Land Formations
Cathryn Dwyre, cdwyre@pratt.edu
The Land Formations research is part of the ongoing work of co-principal of pneumastudio Cathryn Dwyre’s design practice with Chris Perry. The research has a dual focus on landscape imaging and 3D point cloud production, alongside research into the specific histories of land formations, from cultural grottoes to natural caves, dynamited railroad tunnels, and more recently, land art and its associated geologic formations. Work that grew out of this research has been featured in the In the Round, On the Flat exhibition and the 2021 Venice Architecture Biennale’s Italian Virtual Pavilion.

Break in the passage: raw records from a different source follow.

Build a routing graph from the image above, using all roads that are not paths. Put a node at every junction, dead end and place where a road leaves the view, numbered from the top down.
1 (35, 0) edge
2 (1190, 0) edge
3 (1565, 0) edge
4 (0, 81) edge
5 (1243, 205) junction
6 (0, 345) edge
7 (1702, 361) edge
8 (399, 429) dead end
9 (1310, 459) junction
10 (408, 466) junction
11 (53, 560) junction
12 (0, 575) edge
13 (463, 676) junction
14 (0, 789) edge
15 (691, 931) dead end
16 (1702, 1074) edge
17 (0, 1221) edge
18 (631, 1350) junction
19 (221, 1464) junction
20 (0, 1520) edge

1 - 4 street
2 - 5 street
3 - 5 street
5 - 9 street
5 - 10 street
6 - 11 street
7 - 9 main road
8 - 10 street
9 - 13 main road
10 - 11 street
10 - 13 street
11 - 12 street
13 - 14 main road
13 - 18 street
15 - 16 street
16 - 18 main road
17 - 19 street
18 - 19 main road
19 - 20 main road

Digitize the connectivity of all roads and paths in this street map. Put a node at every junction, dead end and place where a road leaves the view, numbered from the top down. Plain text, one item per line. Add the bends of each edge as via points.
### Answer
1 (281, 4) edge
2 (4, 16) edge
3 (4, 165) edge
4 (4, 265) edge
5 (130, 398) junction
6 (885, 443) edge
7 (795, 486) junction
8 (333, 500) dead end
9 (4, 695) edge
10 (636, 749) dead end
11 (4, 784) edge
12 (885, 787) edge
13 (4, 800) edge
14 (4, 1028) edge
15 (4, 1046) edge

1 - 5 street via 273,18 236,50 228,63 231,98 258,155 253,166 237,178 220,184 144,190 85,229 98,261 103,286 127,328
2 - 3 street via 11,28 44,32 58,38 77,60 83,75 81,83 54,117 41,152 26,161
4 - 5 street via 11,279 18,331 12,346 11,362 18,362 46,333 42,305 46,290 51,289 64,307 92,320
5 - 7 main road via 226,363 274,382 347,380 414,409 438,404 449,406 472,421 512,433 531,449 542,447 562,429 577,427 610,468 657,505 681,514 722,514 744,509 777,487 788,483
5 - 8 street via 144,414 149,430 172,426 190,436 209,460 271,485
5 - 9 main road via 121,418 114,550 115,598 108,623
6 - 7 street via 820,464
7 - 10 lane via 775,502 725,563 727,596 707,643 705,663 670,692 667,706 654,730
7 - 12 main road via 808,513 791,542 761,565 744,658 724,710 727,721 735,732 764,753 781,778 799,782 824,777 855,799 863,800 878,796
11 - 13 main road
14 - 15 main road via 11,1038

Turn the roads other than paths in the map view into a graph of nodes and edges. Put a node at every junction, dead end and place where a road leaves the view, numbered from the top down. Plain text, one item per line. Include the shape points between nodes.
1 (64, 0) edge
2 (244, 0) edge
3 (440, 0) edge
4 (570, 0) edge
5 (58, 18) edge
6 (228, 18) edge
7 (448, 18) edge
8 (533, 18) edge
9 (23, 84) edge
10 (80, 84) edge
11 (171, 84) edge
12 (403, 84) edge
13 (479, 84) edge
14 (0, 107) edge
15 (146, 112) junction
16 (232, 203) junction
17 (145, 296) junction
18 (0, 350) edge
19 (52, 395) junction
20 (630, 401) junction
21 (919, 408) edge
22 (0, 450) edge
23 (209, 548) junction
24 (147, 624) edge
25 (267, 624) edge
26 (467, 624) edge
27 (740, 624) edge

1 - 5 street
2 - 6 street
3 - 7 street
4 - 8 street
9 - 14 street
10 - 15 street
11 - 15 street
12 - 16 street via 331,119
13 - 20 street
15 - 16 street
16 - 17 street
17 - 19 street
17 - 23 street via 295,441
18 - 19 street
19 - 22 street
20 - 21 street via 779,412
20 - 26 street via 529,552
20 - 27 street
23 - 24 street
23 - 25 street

The research has been led by field work consisting of site visits, archival investigation, filming, and scanning of chosen formations in the eastern and southwestern United States and France. The previous semester’s focus was on France, including Ledoux’s Salt Works, the Grotte de l’Hermitage in the Jura region, and the Grande Cascade in the Bois de Boulogne, Paris, among others. The Grotte de l’Hermitage sits within a mixed old growth forest composed of stone that was prized for its suitability for millstones during the Industrial Revolution. An exemplar of the forest dweller’s home, the Grotte de l’Hermitage was a space for political fugitives and, specifically, the secret 18th century society of anti-imperialist forest advocates Bons Cousins Charbonniers. The current semester’s research is compiling documentation from a land art tour in the summer of 2022, including Amarillo Ramp and Spiral Jetty by Robert Smithson, Sun Tunnels by Nancy Holt, and Double Negative by Michael Heizer. This work also investigates the indigenous Snake Mound, and the Ancient Pueblo city of Chaco Canyon.